Lambda Capricorni

Observation data Epoch J2000.0 Equinox J2000.0 (ICRS)
- Constellation: Capricornus
- Right ascension: 21^{h} 46^{m} 32.097^{s}
- Declination: −11° 21′ 57.44″
- Apparent magnitude (V): +5.56

Characteristics
- Evolutionary stage: main sequence
- Spectral type: A1 V
- B−V color index: −0.01

Astrometry
- Radial velocity (R_{v}): −2.32±0.51 km/s
- Proper motion (μ): RA: +29.007 mas/yr Dec.: −9.420 mas/yr
- Parallax (π): 12.0253±0.0711 mas
- Distance: 271 ± 2 ly (83.2 ± 0.5 pc)
- Absolute magnitude (M_{V}): +0.89

Details
- Mass: 2.50±0.04 M_{☉}
- Radius: 2.21±0.05 R_{☉}
- Luminosity: 48.89^{+0.8} _{−0.7} L_{☉}
- Surface gravity (log g): 3.99^{+0.02} _{−0.01} cgs
- Temperature: 10,247^{+51} _{−42} K
- Rotational velocity (v sin i): 192.5±5.7 km/s
- Age: 271±64 Myr
- Other designations: λ Cap, 48 Cap, BD−12°6087, FK5 818, HD 207052, HIP 107517, HR 8319, SAO 164639

Database references
- SIMBAD: data

= Lambda Capricorni =

A-type main sequenece star in the constellation Capricornus

Lambda Capricorni is a solitary star in the southern constellation of Capricornus.
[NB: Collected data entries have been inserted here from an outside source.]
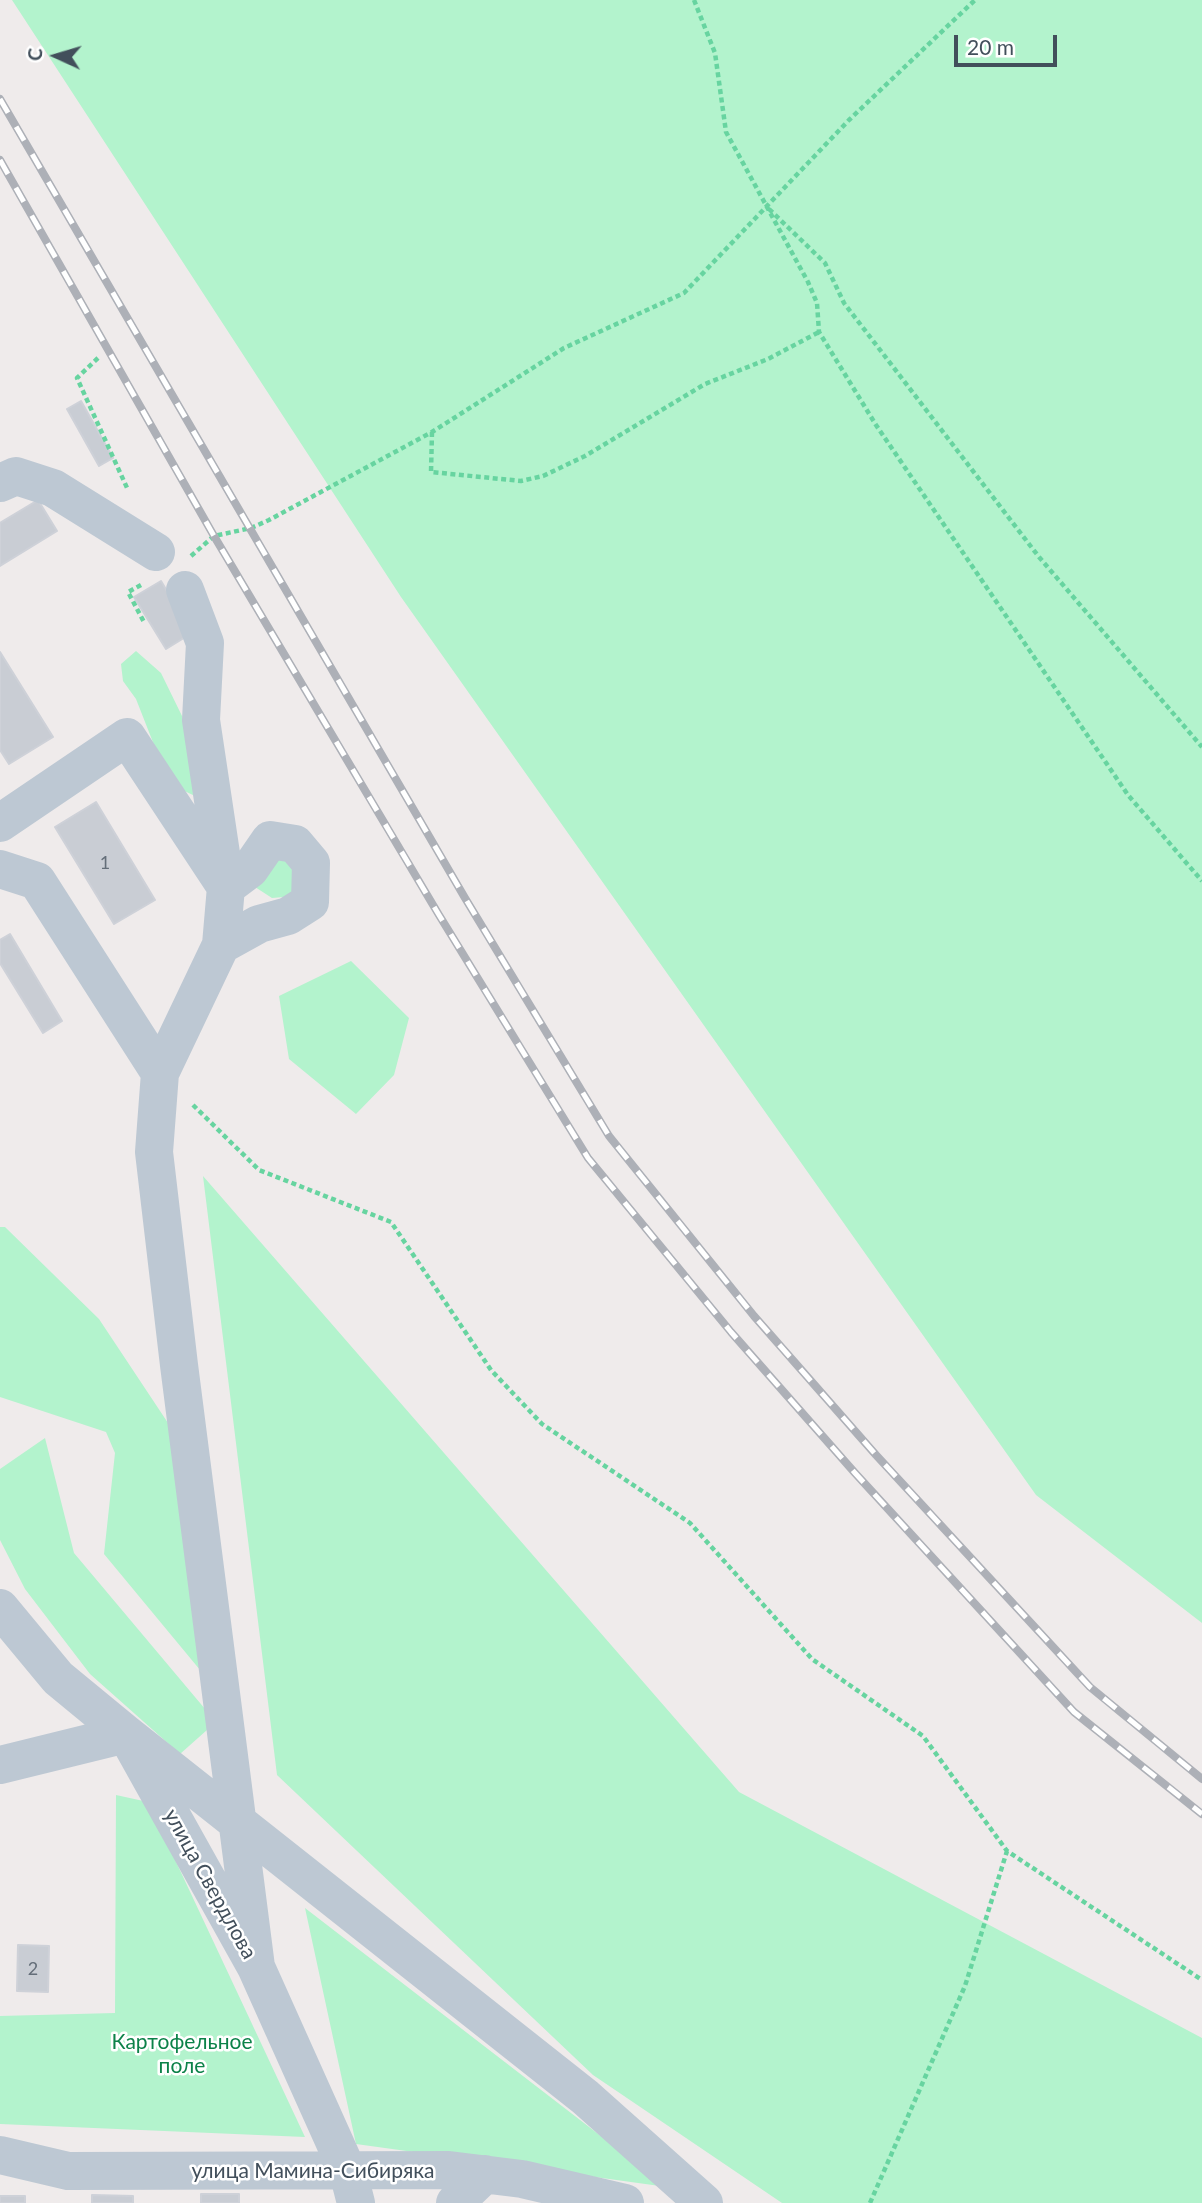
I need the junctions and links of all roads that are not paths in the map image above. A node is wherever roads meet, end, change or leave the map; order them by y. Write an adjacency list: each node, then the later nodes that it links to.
1 (0, 483): 4 (street)
2 (0, 823): 4 (street)
3 (0, 869): 6 (street)
4 (226, 887): 5 (street); 5 (street)
5 (221, 945): 6 (street)
6 (160, 1073): 10 (street)
7 (0, 1608): 8 (street, улица Свердлова)
8 (126, 1734): 9 (street); 10 (street); 11 (street, улица Свердлова)
9 (0, 1765)
10 (236, 1822): 11 (street); 17 (street)
11 (256, 1967): 14 (street, улица Свердлова)
12 (0, 2155): 14 (street, улица Мамина-Сибиряка)
13 (485, 2174): 14 (street, улица Мамина-Сибиряка); 15 (street); 16 (street, улица Мамина-Сибиряка)
14 (352, 2187)
15 (455, 2203)
16 (625, 2203)
17 (704, 2203)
Its name is a Bayer designation that is Latinized from λ Capricorni, and abbreviated Lambda Cap or λ Cap. This star is faintly visible to the naked eye with an apparent visual magnitude of +5.56. Based upon an annual parallax shift of 11.58 mas as seen from the Earth, the star is located 271 ly from the Sun. At that distance, the visual magnitude is diminished by an extinction factor of 0.11 due to interstellar dust. It is drifting closer with a line of sight velocity of −2 km/s. This star is subject to lunar occultations because of its position near the ecliptic.
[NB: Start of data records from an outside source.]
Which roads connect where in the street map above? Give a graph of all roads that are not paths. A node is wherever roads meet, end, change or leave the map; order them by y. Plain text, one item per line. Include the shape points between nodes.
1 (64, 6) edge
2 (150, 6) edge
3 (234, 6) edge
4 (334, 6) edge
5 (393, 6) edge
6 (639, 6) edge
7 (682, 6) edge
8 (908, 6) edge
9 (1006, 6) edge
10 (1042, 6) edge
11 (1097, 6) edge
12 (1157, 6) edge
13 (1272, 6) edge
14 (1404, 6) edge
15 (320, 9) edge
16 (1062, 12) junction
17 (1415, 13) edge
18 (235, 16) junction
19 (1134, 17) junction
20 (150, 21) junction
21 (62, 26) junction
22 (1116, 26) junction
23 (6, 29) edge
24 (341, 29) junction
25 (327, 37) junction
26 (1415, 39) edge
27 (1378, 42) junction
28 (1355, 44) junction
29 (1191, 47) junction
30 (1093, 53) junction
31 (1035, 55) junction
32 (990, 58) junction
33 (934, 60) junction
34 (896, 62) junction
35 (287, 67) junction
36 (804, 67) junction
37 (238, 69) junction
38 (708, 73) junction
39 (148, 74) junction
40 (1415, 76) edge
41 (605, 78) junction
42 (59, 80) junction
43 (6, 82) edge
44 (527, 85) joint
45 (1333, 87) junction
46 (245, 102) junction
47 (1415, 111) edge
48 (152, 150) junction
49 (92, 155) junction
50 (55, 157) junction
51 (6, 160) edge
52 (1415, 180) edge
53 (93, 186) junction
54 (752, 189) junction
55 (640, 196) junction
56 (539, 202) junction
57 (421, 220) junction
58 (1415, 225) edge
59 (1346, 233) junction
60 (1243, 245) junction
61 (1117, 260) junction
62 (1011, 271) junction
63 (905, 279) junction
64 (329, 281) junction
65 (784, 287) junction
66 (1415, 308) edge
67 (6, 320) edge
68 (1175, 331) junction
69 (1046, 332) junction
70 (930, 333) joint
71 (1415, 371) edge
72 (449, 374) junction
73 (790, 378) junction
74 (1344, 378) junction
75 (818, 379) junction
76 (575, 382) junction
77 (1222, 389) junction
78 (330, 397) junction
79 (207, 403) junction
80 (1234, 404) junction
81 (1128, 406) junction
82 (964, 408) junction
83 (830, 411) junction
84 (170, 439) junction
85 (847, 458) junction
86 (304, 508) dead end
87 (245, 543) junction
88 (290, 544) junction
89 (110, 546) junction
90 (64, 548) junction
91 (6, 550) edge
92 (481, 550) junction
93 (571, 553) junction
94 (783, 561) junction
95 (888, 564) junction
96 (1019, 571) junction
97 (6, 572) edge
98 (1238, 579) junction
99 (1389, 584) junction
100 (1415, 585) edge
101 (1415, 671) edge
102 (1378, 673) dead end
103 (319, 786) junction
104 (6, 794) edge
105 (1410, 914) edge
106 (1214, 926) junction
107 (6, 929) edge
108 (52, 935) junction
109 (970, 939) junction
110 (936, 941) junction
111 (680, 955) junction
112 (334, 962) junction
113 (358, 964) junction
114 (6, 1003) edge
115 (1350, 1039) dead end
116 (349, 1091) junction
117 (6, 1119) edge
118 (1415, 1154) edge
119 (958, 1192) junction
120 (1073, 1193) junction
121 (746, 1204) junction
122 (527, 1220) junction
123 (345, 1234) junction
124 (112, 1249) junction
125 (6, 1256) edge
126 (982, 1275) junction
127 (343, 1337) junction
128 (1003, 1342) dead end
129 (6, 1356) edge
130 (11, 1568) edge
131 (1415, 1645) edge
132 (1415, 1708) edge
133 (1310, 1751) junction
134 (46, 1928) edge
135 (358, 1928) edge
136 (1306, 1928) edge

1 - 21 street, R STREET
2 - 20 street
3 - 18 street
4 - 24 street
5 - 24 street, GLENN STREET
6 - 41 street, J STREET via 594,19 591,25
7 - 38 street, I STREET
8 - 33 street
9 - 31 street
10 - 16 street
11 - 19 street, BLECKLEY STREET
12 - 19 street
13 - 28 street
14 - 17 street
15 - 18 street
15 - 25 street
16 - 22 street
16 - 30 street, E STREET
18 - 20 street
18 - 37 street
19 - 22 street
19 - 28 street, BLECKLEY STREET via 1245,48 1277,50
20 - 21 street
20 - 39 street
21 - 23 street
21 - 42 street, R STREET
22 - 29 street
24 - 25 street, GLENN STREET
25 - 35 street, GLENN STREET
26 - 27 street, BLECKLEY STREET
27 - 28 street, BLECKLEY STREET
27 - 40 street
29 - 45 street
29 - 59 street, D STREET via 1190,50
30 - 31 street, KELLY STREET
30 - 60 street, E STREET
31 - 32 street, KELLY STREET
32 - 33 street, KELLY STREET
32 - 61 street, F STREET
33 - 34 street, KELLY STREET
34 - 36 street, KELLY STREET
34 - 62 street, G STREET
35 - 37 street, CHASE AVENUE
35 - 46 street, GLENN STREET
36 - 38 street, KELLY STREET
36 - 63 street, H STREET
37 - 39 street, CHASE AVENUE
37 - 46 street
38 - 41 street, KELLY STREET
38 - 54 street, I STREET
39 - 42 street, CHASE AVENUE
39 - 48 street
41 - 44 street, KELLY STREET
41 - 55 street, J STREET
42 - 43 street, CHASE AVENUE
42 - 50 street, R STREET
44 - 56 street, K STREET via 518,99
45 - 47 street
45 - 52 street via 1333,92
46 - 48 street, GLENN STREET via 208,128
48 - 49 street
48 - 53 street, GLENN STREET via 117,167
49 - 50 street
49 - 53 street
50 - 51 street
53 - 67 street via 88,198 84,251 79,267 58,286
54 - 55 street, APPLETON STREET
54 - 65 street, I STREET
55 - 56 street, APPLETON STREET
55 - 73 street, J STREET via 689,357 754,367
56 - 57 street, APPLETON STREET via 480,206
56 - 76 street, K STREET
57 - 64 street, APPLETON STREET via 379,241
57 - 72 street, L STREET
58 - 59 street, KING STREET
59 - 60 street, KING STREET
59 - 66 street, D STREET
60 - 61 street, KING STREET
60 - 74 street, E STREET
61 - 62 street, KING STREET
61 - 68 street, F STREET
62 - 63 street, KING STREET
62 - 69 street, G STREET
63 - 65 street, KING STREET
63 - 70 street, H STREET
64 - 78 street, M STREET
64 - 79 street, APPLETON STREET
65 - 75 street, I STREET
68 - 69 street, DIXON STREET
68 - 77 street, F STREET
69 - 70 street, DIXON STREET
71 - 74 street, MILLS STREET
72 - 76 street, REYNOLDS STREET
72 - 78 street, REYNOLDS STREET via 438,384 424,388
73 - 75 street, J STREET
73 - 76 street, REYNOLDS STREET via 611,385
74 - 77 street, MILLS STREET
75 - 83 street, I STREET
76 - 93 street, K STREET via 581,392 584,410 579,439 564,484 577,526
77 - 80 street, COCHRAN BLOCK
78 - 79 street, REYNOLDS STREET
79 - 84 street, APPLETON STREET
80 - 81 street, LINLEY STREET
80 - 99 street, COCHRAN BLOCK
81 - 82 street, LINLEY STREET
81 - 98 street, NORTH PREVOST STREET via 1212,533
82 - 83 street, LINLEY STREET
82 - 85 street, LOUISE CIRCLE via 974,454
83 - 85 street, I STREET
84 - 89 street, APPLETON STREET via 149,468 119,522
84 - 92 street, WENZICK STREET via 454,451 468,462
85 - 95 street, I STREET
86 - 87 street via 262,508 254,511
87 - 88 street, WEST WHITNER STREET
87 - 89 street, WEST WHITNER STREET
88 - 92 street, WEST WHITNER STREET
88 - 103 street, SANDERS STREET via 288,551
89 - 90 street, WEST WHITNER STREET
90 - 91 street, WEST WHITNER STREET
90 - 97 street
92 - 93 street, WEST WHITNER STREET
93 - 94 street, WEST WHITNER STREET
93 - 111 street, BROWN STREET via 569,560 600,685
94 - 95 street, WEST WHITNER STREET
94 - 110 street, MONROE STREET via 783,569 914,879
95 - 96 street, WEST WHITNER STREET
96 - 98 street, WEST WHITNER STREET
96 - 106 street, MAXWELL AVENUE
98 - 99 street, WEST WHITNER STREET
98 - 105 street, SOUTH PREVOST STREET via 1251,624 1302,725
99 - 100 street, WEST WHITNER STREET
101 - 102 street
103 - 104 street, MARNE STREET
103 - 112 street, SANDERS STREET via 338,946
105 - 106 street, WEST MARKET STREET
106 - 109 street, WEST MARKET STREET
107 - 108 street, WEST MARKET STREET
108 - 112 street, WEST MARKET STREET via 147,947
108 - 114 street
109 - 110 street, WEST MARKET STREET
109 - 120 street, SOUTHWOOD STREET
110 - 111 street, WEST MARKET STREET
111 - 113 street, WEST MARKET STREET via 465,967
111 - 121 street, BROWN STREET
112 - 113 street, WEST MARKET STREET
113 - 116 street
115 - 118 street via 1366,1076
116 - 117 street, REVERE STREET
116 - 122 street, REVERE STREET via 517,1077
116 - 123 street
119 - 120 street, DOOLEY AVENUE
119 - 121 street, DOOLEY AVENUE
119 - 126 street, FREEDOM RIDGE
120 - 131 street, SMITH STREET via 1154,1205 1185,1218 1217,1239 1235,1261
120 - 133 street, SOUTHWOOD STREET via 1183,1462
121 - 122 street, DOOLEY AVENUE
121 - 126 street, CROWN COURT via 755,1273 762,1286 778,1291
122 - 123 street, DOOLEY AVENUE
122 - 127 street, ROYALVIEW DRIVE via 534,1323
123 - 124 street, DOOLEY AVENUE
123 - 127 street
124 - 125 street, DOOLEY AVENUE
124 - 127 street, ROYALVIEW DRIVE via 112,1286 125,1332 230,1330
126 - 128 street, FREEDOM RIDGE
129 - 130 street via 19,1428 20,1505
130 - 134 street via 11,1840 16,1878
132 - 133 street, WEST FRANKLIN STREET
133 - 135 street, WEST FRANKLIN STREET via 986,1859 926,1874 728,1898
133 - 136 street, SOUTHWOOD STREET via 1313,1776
This is a white-hued A-type main sequence star with a stellar classification of A1 V. It has been listed as a magnetic Ap star, indicating the spectrum displays chemically peculiar features. However, its status as a true Ap star is disputed. The star has an estimated 2.50 times the mass of the Sun and about 2.21 times the Sun's radius. It is 271 million years old and is spinning rapidly with a projected rotational velocity of 192.5 km/s. Lambda Capricorni is radiating 49 times the Sun's luminosity from its photosphere at an effective temperature of 10,247 K.

This star is a member of the HSC 396 cluster of stars, which was discovered in 2023.